> Action item
Report back every line of the entries that contains "rule", exactly as written.

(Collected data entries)
◆ ◆ ◆ ◆ ◆
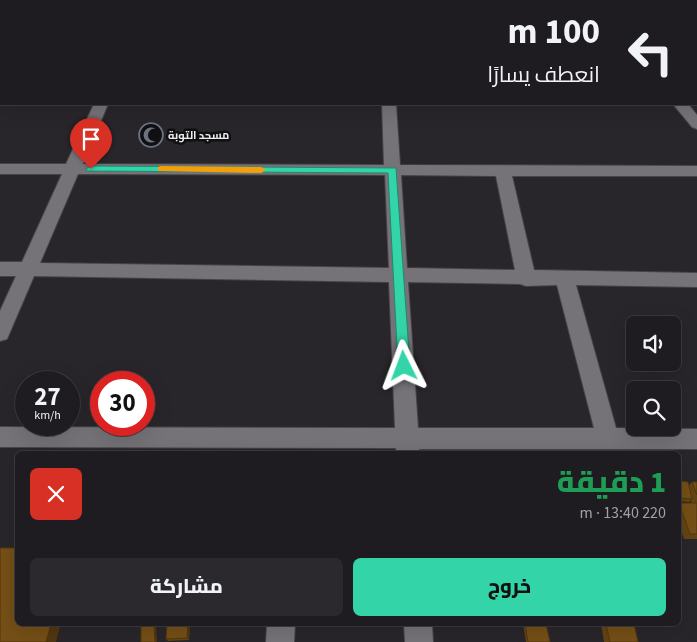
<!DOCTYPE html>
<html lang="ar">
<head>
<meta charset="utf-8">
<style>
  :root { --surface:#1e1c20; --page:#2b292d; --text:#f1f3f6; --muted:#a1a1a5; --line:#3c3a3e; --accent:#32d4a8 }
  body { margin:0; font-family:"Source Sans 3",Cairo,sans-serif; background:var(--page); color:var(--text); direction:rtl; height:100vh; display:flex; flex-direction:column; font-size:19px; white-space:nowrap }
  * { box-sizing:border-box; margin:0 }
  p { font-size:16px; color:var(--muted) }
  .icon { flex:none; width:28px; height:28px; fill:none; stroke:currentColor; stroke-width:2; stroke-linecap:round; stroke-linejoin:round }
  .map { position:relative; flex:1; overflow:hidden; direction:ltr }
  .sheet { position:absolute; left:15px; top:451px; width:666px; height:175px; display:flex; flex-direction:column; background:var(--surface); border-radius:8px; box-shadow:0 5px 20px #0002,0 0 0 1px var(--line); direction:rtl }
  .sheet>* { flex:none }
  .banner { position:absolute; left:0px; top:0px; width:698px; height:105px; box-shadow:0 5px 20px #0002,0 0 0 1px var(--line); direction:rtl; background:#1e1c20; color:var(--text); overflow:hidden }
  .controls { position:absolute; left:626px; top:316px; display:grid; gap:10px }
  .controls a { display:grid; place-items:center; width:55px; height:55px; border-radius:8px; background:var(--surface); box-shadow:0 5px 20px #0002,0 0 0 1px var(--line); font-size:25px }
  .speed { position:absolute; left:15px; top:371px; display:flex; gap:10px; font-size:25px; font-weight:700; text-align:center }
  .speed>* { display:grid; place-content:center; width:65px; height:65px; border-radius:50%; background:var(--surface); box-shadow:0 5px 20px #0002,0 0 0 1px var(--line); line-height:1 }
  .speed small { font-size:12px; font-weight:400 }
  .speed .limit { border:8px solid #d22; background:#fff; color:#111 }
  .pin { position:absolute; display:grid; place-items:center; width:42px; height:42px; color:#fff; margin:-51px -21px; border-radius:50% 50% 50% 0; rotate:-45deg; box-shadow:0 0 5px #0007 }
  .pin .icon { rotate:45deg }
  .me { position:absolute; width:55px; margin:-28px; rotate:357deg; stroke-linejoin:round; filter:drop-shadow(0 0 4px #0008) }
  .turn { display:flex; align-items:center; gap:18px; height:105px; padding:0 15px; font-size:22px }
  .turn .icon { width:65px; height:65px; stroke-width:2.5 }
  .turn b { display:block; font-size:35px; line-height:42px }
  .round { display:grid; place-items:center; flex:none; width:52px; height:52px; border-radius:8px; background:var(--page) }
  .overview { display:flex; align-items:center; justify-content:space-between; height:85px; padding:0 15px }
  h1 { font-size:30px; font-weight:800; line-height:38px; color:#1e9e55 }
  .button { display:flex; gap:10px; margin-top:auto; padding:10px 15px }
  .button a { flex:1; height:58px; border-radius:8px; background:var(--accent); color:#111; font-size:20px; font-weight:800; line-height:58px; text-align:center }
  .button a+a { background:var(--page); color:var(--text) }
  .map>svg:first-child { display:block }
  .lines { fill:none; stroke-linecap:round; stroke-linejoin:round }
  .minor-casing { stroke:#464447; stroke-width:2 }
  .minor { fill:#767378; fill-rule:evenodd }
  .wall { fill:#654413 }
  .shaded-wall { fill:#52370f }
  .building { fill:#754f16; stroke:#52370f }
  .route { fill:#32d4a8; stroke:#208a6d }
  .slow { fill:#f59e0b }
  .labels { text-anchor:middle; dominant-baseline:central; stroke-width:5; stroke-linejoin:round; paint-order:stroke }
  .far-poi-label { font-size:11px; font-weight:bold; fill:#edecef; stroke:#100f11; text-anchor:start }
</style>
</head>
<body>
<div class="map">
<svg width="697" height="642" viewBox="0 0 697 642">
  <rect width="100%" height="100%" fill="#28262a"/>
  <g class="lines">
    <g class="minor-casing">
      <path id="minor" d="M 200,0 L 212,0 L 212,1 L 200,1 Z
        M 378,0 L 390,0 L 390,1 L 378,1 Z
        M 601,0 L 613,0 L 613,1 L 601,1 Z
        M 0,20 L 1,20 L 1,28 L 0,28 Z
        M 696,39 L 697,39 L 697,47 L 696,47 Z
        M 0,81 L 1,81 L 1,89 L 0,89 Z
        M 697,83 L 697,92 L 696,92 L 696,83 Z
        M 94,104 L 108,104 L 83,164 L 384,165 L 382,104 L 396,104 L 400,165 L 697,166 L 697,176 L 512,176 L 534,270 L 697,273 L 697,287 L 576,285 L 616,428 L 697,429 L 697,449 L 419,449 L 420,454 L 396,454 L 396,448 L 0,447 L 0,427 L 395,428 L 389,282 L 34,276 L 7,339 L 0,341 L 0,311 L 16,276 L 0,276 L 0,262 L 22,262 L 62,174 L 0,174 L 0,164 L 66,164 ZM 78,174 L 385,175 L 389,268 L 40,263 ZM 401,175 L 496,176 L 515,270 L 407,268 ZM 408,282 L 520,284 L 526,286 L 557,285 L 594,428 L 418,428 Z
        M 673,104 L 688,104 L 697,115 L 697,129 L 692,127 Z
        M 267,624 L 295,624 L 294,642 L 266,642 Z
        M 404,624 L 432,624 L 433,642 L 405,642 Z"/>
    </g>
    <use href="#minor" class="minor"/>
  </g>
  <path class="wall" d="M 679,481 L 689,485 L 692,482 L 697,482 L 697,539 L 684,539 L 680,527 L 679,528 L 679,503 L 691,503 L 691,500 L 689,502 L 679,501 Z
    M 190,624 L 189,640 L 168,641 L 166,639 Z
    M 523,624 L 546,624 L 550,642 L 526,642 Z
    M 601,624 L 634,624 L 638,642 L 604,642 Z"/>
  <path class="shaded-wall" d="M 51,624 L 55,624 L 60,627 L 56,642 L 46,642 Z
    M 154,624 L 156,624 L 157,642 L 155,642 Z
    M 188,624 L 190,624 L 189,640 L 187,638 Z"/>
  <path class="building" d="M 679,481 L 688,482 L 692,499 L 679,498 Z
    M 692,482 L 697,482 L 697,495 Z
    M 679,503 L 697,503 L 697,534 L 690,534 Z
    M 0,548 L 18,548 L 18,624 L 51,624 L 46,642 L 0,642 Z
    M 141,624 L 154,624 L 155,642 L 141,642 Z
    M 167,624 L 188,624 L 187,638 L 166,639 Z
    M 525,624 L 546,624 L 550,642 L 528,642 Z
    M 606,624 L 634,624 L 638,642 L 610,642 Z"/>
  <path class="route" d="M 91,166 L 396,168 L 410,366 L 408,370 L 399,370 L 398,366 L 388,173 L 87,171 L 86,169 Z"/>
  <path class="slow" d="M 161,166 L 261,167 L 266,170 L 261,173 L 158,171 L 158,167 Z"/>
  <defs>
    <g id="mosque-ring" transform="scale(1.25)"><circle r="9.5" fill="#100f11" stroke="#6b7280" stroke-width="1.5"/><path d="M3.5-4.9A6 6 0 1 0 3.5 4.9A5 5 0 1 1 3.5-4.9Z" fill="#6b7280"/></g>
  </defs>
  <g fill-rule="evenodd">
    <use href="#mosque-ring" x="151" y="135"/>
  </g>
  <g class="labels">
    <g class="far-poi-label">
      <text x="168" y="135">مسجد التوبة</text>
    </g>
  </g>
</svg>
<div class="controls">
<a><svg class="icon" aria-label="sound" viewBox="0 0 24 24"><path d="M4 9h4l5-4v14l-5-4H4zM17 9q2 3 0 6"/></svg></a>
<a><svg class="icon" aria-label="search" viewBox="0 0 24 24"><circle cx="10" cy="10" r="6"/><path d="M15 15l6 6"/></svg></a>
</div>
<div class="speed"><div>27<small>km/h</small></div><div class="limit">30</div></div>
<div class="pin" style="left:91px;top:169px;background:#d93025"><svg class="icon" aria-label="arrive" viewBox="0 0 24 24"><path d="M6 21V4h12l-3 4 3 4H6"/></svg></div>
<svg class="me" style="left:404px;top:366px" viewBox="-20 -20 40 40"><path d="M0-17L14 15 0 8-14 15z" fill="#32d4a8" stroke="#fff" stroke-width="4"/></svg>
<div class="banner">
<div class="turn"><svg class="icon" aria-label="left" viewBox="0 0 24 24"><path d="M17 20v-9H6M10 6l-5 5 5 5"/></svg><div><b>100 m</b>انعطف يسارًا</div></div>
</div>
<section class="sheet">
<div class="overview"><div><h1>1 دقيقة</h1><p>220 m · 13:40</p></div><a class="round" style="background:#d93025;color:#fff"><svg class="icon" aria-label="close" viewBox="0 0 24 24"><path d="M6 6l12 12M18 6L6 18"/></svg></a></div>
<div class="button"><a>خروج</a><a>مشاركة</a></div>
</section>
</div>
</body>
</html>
◆ ◆ ◆ ◆ ◆
> Output below
  .minor { fill:#767378; fill-rule:evenodd }
  <g fill-rule="evenodd">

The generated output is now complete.